The operational demands imposed on a pulsed power system to properly operate a recirculating induction linac are severe. The accelerating pulse shape and duration are preferably modified as the ions accelerate and the beam is longitudinally compressed. A typical induction linac is capable of producing beams in the kiloampere range with an average accelerating gradient as great as one megavolt/meter.
Vacuum surface flashover or discharge switches initiated by a conventional plasma discharge are conventional. Such switches exhibit low jitter and current rise rates that exceed most all other switches. Surface flashover switches have not been very reliable because such switches must operate very near their voltage breakdown points. Such operation near this threshold voltage, the “self-break electric field”, is required for low jitter, e.g., repeatable delays between the time the trigger is received and the time the switch actually closes. A Weibull distribution shows that the reliability of a surface flashover switch operated at 0.90 of the self-break electric field has 0.60 reliability. In contrast, a surface flashover switch operated at 0.60 of the selfbreak electric field is 0.995 reliable.

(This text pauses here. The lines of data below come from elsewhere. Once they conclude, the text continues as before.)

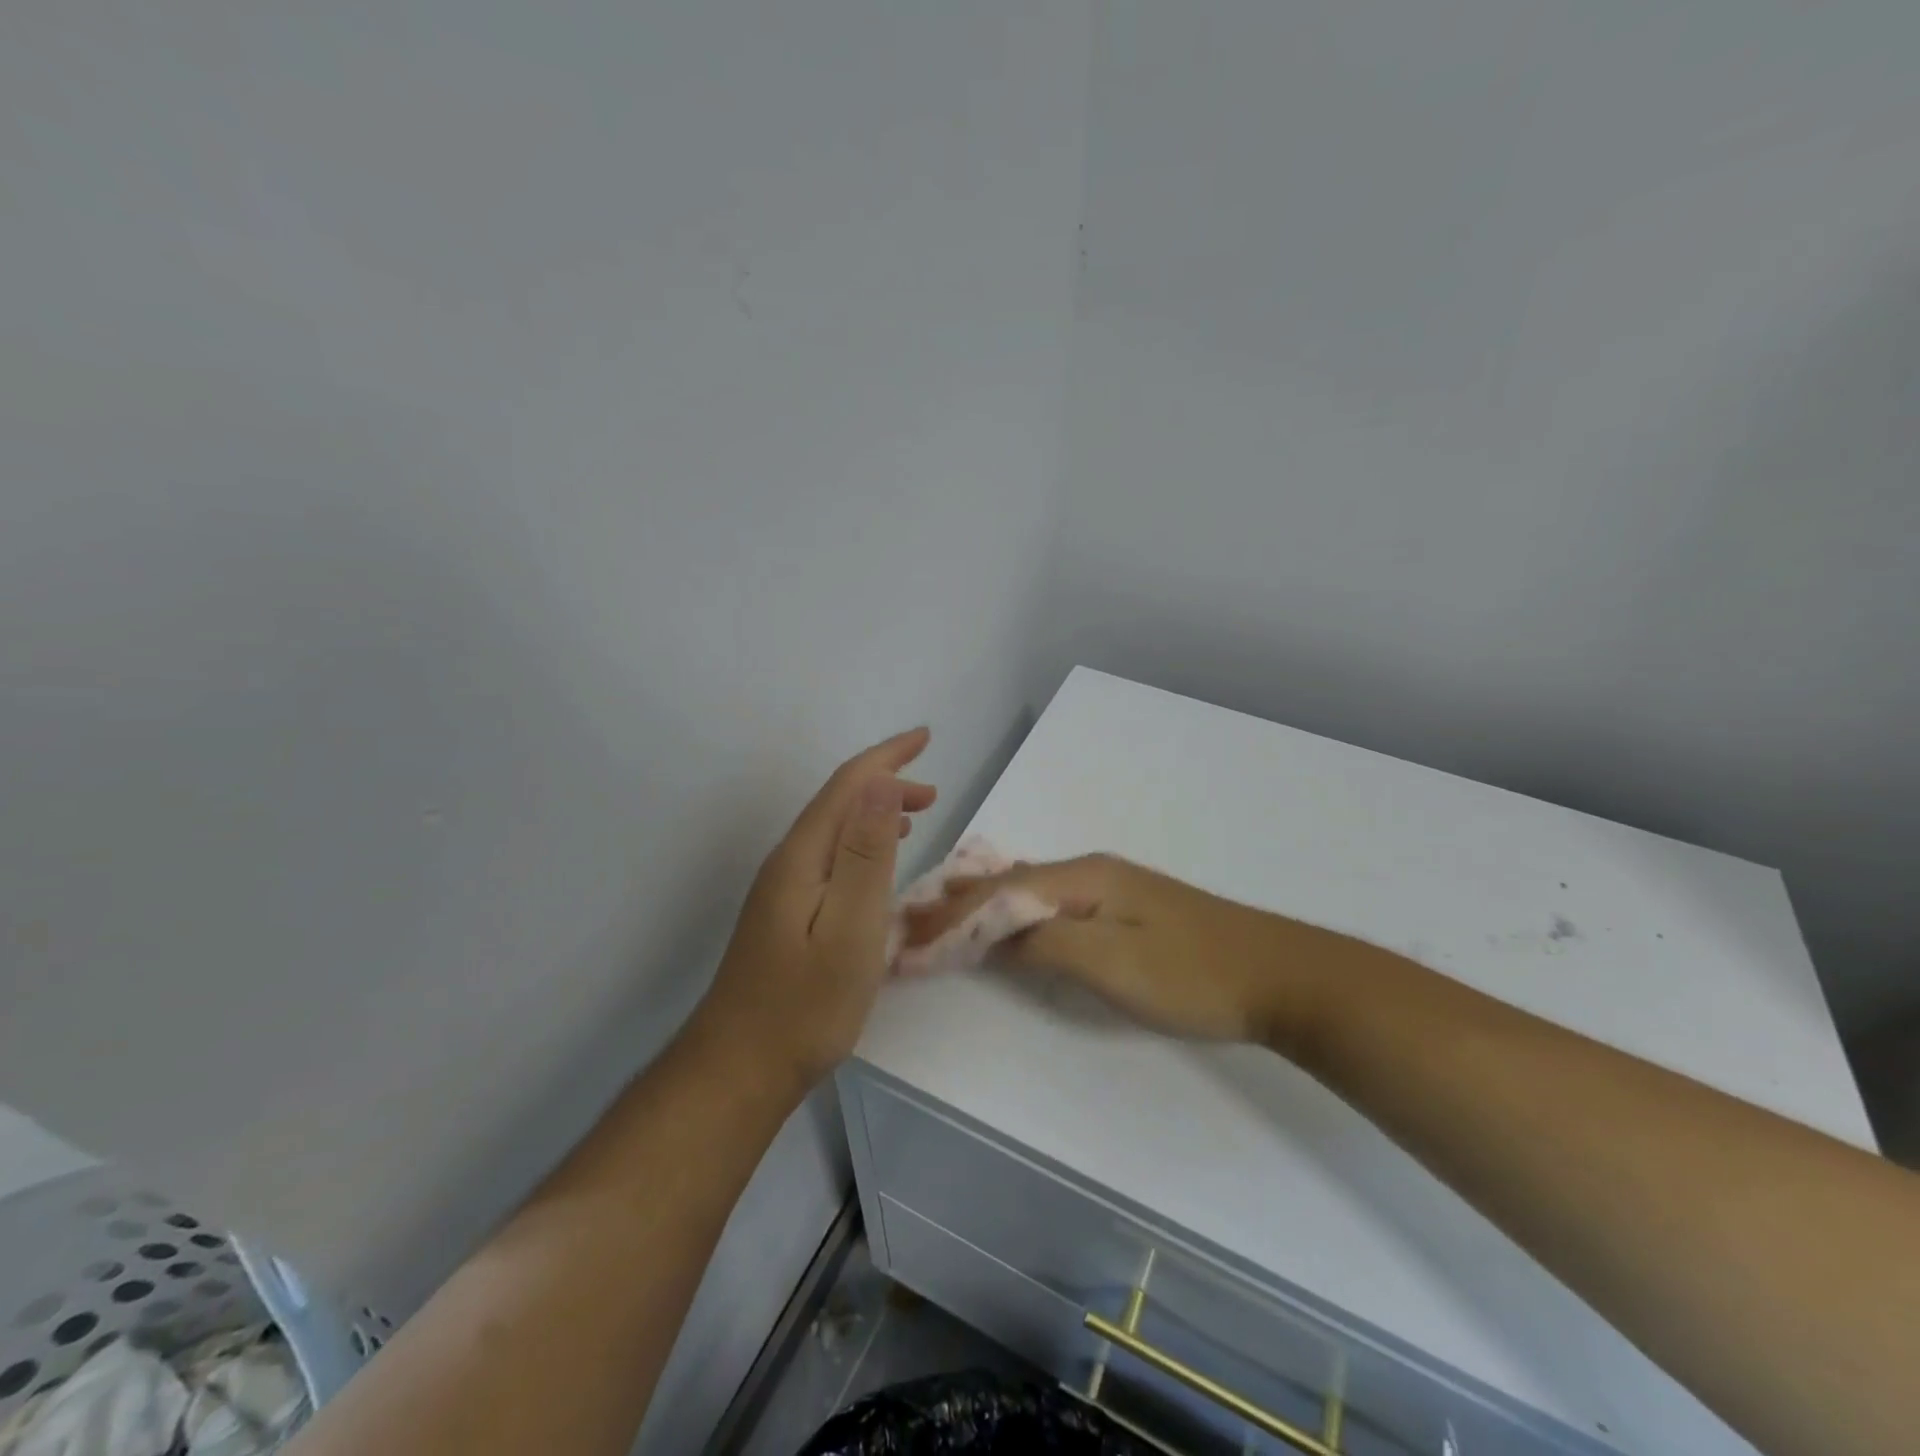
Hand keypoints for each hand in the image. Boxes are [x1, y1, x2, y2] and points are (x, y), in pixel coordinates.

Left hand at [693, 729, 935, 1092]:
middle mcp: (788, 862)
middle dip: (886, 782)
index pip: (847, 786)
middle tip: (934, 791)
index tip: (925, 737)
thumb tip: (881, 783)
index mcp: (803, 857)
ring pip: (834, 829)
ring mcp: (782, 889)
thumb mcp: (850, 928)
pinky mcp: (785, 914)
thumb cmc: (805, 1004)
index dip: (887, 757)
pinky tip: (876, 864)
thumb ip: (866, 855)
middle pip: (838, 802)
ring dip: (875, 812)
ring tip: (917, 814)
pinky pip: (829, 856)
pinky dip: (861, 843)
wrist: (740, 1068)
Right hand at [903, 854, 1344, 1054]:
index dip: (949, 917)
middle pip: (1007, 883)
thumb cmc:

It has been discovered by the present inventors that the self-break electric field of a vacuum insulator can be lowered significantly if sufficient photons of a given energy are incident on the surface. The self-break electric field can be reduced by 75% with 29 millijoule-cm−2 248 nanometers fluence onto the surface. The surface flashover appears to occur with very low jitter.
An object of the present invention is to provide an improved dielectric-wall linear accelerator.
Another object of the present invention is to provide a high voltage, high current electrical switch.
A further object of the present invention is to provide an electrical switch for operating a linac at very high repetition rates.
Another object of the present invention is to provide an electrical switch capable of operating with gradients in excess of twenty megavolts per meter and able to support rapid-rise-time pulse currents of greater than several amperes.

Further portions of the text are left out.